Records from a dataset
%%
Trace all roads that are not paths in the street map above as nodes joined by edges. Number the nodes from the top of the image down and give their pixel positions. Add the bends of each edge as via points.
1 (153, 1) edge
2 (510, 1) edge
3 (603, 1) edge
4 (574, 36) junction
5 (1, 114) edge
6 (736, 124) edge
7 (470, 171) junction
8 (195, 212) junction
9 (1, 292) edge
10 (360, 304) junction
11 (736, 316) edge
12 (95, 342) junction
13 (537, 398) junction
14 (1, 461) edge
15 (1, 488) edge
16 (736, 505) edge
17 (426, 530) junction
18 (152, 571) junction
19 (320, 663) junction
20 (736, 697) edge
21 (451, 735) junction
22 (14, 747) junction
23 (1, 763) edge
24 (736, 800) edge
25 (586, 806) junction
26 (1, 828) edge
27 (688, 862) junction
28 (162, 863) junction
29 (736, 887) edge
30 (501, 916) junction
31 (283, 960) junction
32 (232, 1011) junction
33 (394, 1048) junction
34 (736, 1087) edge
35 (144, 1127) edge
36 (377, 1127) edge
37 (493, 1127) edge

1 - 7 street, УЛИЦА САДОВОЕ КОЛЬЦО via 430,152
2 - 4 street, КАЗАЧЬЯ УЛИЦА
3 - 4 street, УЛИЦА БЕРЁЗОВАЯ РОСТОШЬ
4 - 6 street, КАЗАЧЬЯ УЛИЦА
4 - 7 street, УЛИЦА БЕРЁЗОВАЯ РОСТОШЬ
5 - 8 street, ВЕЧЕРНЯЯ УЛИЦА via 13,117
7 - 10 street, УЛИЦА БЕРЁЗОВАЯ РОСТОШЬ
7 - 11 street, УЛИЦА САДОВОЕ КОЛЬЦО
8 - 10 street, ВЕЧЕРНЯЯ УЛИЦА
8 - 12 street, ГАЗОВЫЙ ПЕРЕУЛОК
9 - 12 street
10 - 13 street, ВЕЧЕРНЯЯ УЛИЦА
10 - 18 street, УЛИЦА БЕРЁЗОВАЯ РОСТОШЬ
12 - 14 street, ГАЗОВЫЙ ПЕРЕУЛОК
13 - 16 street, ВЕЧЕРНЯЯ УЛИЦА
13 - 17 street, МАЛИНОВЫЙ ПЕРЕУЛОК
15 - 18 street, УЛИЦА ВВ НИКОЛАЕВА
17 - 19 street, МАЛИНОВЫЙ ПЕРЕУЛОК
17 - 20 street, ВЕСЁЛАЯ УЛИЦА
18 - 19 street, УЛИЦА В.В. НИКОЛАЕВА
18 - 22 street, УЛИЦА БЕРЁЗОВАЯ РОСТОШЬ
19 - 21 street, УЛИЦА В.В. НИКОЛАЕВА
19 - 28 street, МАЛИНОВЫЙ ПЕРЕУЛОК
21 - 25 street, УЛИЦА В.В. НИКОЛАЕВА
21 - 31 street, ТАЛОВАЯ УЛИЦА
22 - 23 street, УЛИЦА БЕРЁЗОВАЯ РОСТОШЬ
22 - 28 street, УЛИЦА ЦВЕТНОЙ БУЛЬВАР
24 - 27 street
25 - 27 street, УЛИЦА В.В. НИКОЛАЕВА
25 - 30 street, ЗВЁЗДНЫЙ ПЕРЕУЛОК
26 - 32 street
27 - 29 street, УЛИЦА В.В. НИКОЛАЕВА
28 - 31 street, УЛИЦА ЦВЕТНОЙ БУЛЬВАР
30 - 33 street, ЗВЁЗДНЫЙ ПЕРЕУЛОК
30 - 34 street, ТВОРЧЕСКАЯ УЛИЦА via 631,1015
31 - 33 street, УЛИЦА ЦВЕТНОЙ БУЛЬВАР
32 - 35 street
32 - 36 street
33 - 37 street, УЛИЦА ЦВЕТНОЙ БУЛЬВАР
%%
I would like you to output every record exactly as written.

Trace all roads that are not paths in the street map above as nodes joined by edges. Number the nodes from the top of the image down and give their pixel positions. Add the bends of each edge as via points.
1 (153, 1) edge
2 (510, 1) edge
3 (603, 1) edge
4 (574, 36) junction
5 (1, 114) edge
6 (736, 124) edge
7 (470, 171) junction
8 (195, 212) junction
9 (1, 292) edge
10 (360, 304) junction
11 (736, 316) edge
12 (95, 342) junction
13 (537, 398) junction
14 (1, 461) edge
15 (1, 488) edge
16 (736, 505) edge
17 (426, 530) junction
18 (152, 571) junction
19 (320, 663) junction
20 (736, 697) edge
21 (451, 735) junction
22 (14, 747) junction
23 (1, 763) edge
24 (736, 800) edge
25 (586, 806) junction
26 (1, 828) edge
27 (688, 862) junction
28 (162, 863) junction
29 (736, 887) edge
30 (501, 916) junction
31 (283, 960) junction
32 (232, 1011) junction
33 (394, 1048) junction
34 (736, 1087) edge
35 (144, 1127) edge
36 (377, 1127) edge
37 (493, 1127) edge

1 - 7 street, УЛИЦА САДОВОЕ КОЛЬЦО via 430,152
2 - 4 street, КАЗАЧЬЯ УЛИЦА
3 - 4 street, УЛИЦА БЕРЁЗОВАЯ РОСТОШЬ
4 - 6 street, КАЗАЧЬЯ УЛИЦА
4 - 7 street, УЛИЦА БЕРЁЗОВАЯ РОСТОШЬ
5 - 8 street, ВЕЧЕРНЯЯ УЛИЦА via 13,117
7 - 10 street, УЛИЦА БЕРЁЗОВАЯ РОСТОШЬ
7 - 11 street, УЛИЦА САДОВОЕ КОЛЬЦО
8 - 10 street, ВЕЧЕРНЯЯ УЛИЦА
8 - 12 street, ГАЗОВЫЙ ПЕРЕУЛОК
9 - 12 street
10 - 13 street, ВЕЧЕРНЯЯ УЛИЦА
10 - 18 street, УЛИЦА БЕРЁЗОВАЯ РОСТОШЬ
12 - 14 street, ГАЗОВЫЙ ПЕРЕУЛОК
13 - 16 street, ВЕЧЕРНЯЯ УЛИЦА
13 - 17 street, МАЛИНОВЫЙ ПЕРЕУЛОК
15 - 18 street, УЛИЦА ВВ НИКОЛАЕВА
17 - 19 street, МАЛИНОВЫЙ ПЕРЕУЛОК
17 - 20 street, ВЕСЁЛАЯ УЛИЦА
18 - 19 street, УЛИЦА В.В. НИКОЛАЕВА
18 - 22 street, УЛИЦА БЕРЁЗОВАЯ РОСТОШЬ
19 - 21 street, УЛИЦА В.В. НИКОЛАЕВА
19 - 28 street, МАЛИНОВЫЙ ПЕРЕУЛОК
21 - 25 street, УЛИЦА В.В. НИКОЛАЕВА
21 - 31 street, ТАЛОВАЯ УЛИЦА
22 - 23 street, УЛИЦА БЕРЁЗОВАЯ РОСТОШЬ
22 - 28 street, УЛИЦА ЦВЕТНОЙ БУЛЬВАР
24 - 27 street
25 - 27 street, УЛИЦА В.В. НИКОЛАЕВА
25 - 30 street, ЗВЁЗДНЫЙ ПЕРЕУЛОК
26 - 32 street
27 - 29 street, УЛИЦА В.В. НИКОЛАЕВА
28 - 31 street, УЛИЦА ЦВЕТНОЙ БУЛЬВАР
30 - 33 street, ЗВЁЗДНЫЙ ПЕРЕУЛОК
30 - 34 street, ТВОРЧЕСКАЯ УЛИЦА via 631,1015
31 - 33 street, УЛИЦА ЦВЕТНОЙ БУЛЬВАР
32 - 35 street
32 - 36 street
33 - 37 street, УЛИЦА ЦВЕТНОЙ БУЛЬВАР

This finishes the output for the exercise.